(*) Sthevo Damaceno é jornalista e
editor do jornal Mania de Saúde.
sthevodamaceno@maniadesaude.com.br
Rubem Braga tem um livro de crônicas com um dos títulos mais prazerosos da literatura: As boas coisas da vida. O mesmo, aliás, que nomeia um dos melhores textos do volume. Trata-se de um breve inventário daqueles prazeres fortuitos e banais cuja única finalidade é trazer um pouco mais de beleza e ternura ao nosso dia a dia.
Como, por exemplo, “tomar um banho excelente num bom hotel, vestir uma roupa confortável e sair pela primeira vez pelas ruas de uma cidade estranha, achando que ali vão acontecer coisas surpreendentes e lindas – e acontecem”.
Vá lá que o Braga hora ou outra deixe escapar um pouco de sua casmurrice rotineira, mas é pura balela, charme de cronista. O urso capixaba, no fundo, sabia viver como ninguém. A começar por sua famosa cobertura em Ipanema, onde construiu um verdadeiro sítio, repleto de pássaros e árvores, encarnando assim o famoso epíteto de “fazendeiro do ar”.
Sorte do nosso mestre Fernando da Silveira, que conviveu com Rubem Braga, Otto Lara Resende, Paulo Mendes Campos, dentre muitos outros grandes nomes do jornalismo brasileiro, justamente na fase áurea da imprensa carioca. Deve ter sido fantástico!
Evidentemente, não tive a mesma ventura do estimado professor (que é outro cronista de mão-cheia, aliás), mas isso não me impediu de conhecer determinadas figuras cujas histórias parecem ter saído de uma boa crônica.
Foi esta sensação que tive, por exemplo, quando conheci meu amigo Alexandre Bastos, que iniciou a mim e muitos outros colegas na profissão, orientando nossos primeiros passos no jornalismo.
Enquanto nós, aspirantes ao ofício, vivíamos rodeados de papéis, gravadores e manuais de redação, sofrendo em frente ao teclado, ele transitava por nossas mesas portando apenas um Drummond em papel bíblia (que abria ocasionalmente para mergulhar em Itabira e logo emergir de volta à planície), até parar em um computador qualquer e redigir os mais variados textos, em questão de minutos, com uma tranquilidade de dar inveja a muitos escritores.

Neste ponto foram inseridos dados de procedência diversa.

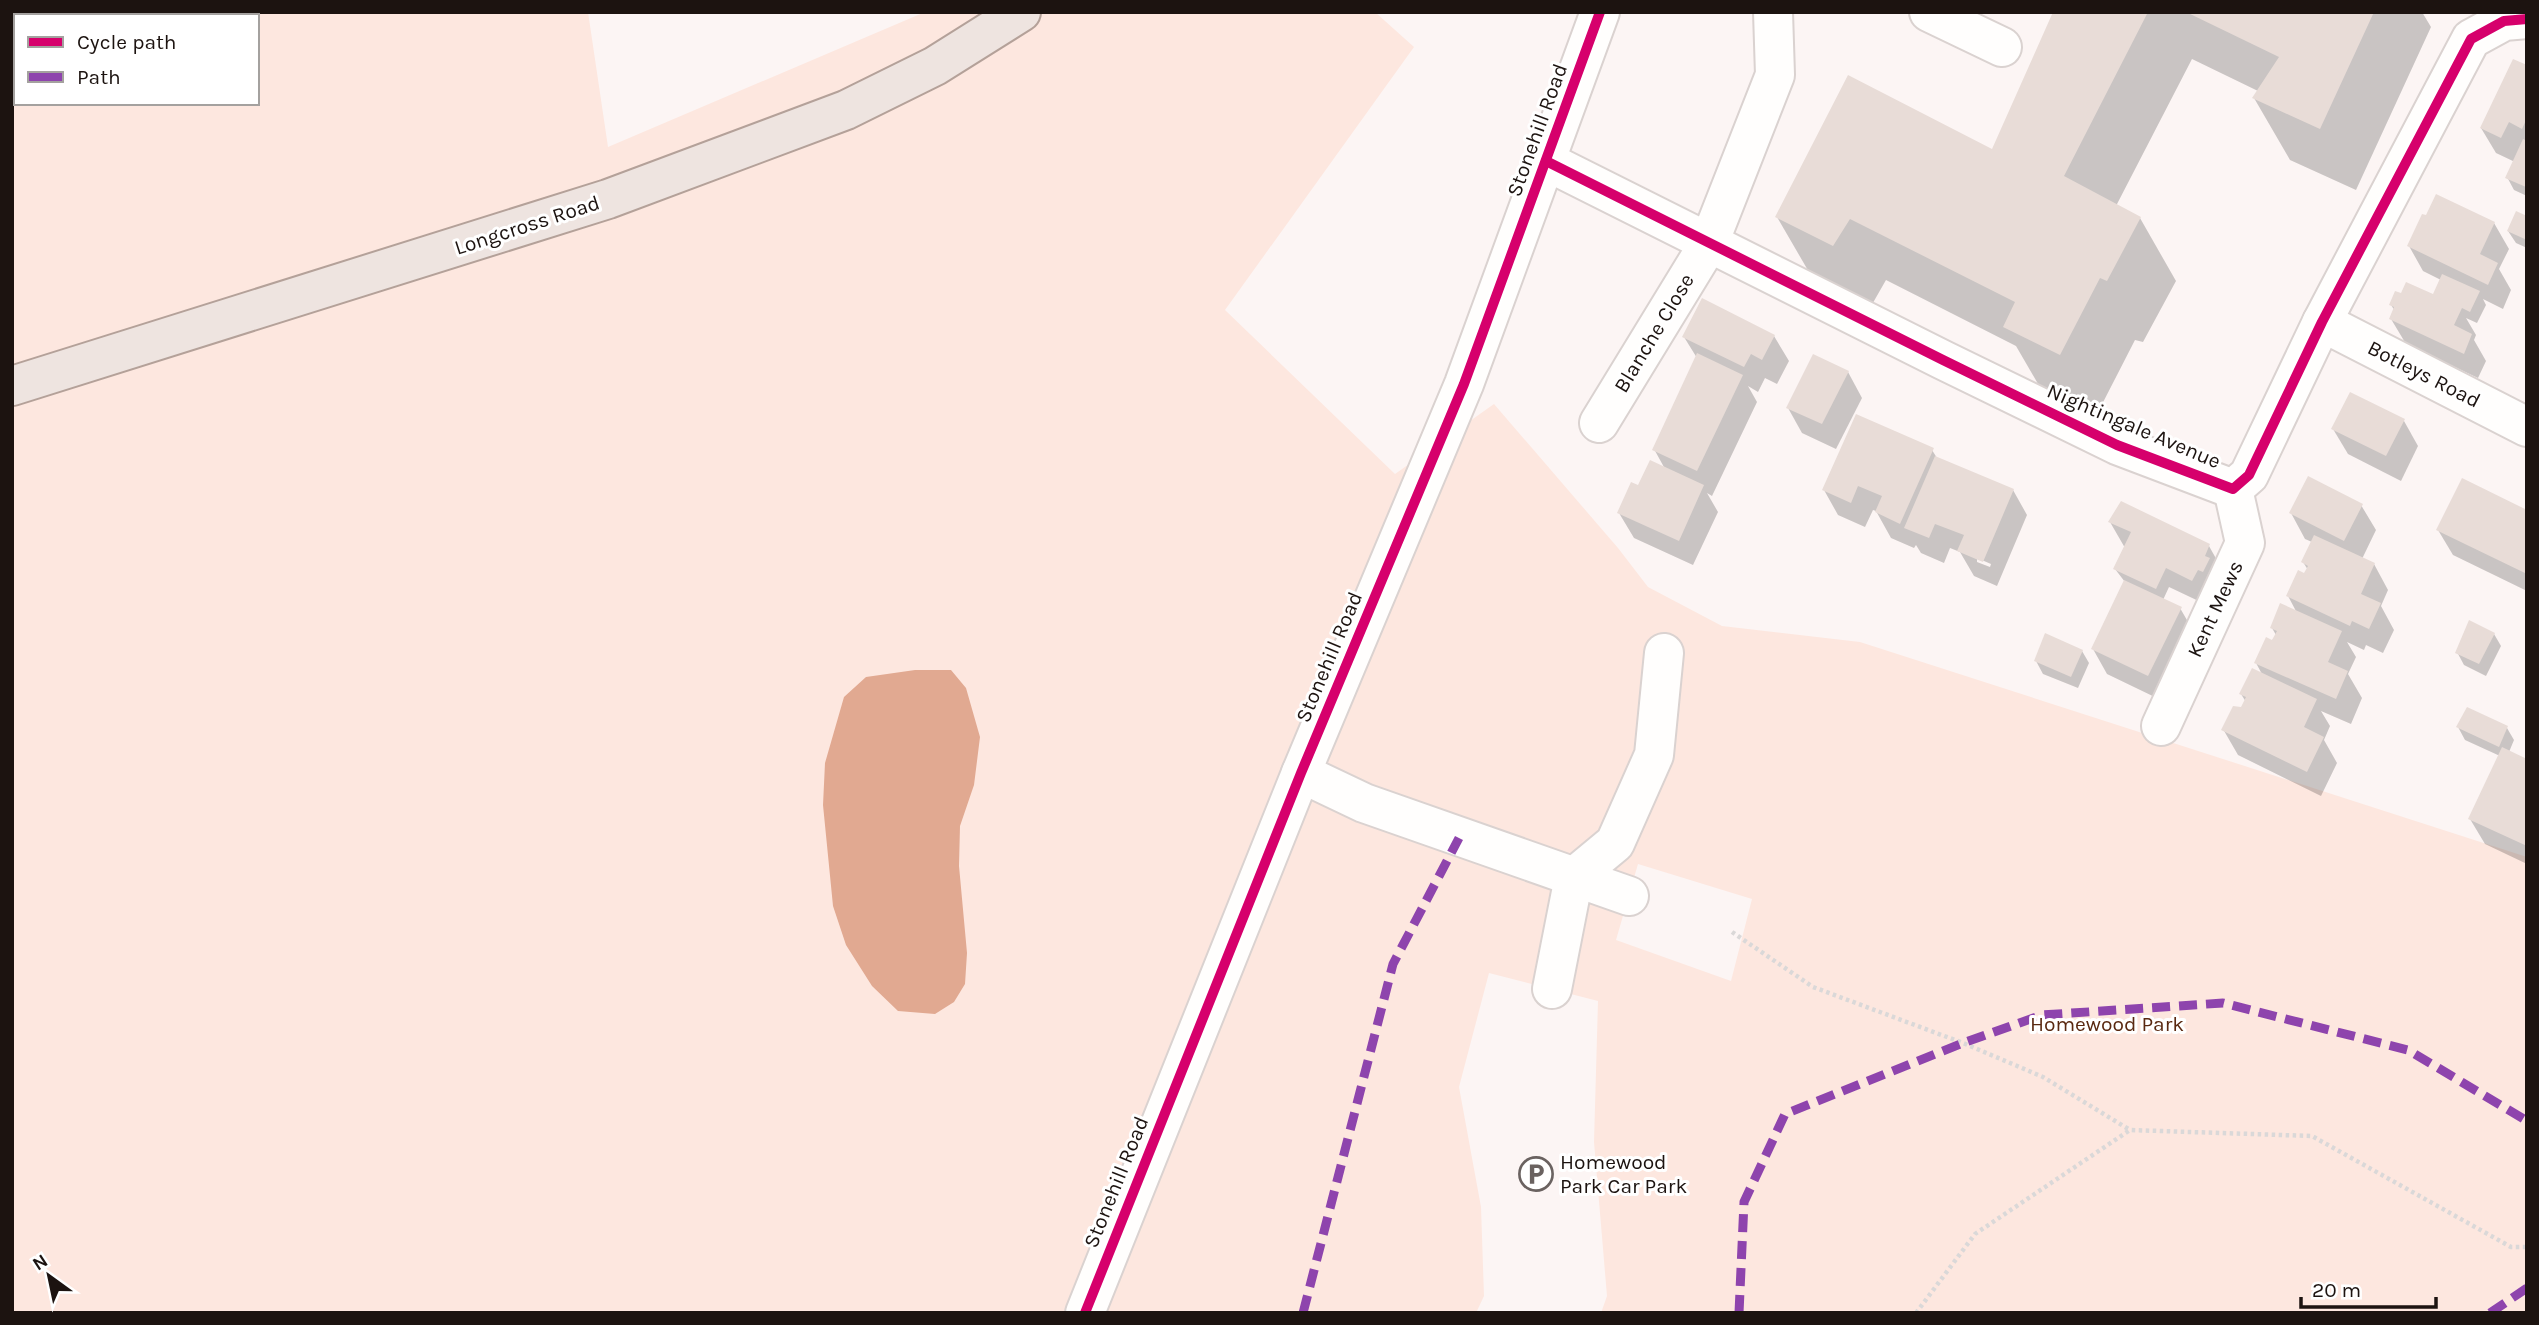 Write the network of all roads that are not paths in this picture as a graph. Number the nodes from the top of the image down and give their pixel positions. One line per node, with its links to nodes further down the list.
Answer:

Finda a tarefa, levantava-se, circulava pela redação, ensinava algo aos novatos, indicava um clássico do cinema, lembrava de um caso ou outro, sempre arrancando gargalhadas dos ali presentes – para, ao fim do dia, cumprir o ritual do bar ou do boteco, com sua infalível caneca de chope, ao lado dos mais diferentes amigos (ou de alguma mulher…), como se estivesse na Ipanema de Rubem Braga, sob o violão de Vinicius de Moraes e Tom Jobim, aguardando um clássico do Botafogo de Gérson e Jairzinho etc. etc.
De tanto acompanhá-lo nessas tertúlias (algumas delas impublicáveis, ma non troppo), não me furtei a perguntar, certo dia, se ele não sentia vontade de versar aquelas experiências, já que parecia reunir um magma de histórias tão surreais quanto a própria ficção.
– Não, amigo, isso não é pra mim – confidenciou ele, sorvendo o chope de sempre.
– Por que não?
Depois de um silêncio preenchido pelas vozes de alguns passantes, veio a resposta:
– Porque transformar a vida em poesia é melhor do que ser poeta.
Taí um ótimo verso, não é mesmo? Grande, Bastos! Rubem, decerto, aprovaria. Desconfio que o Fernando também.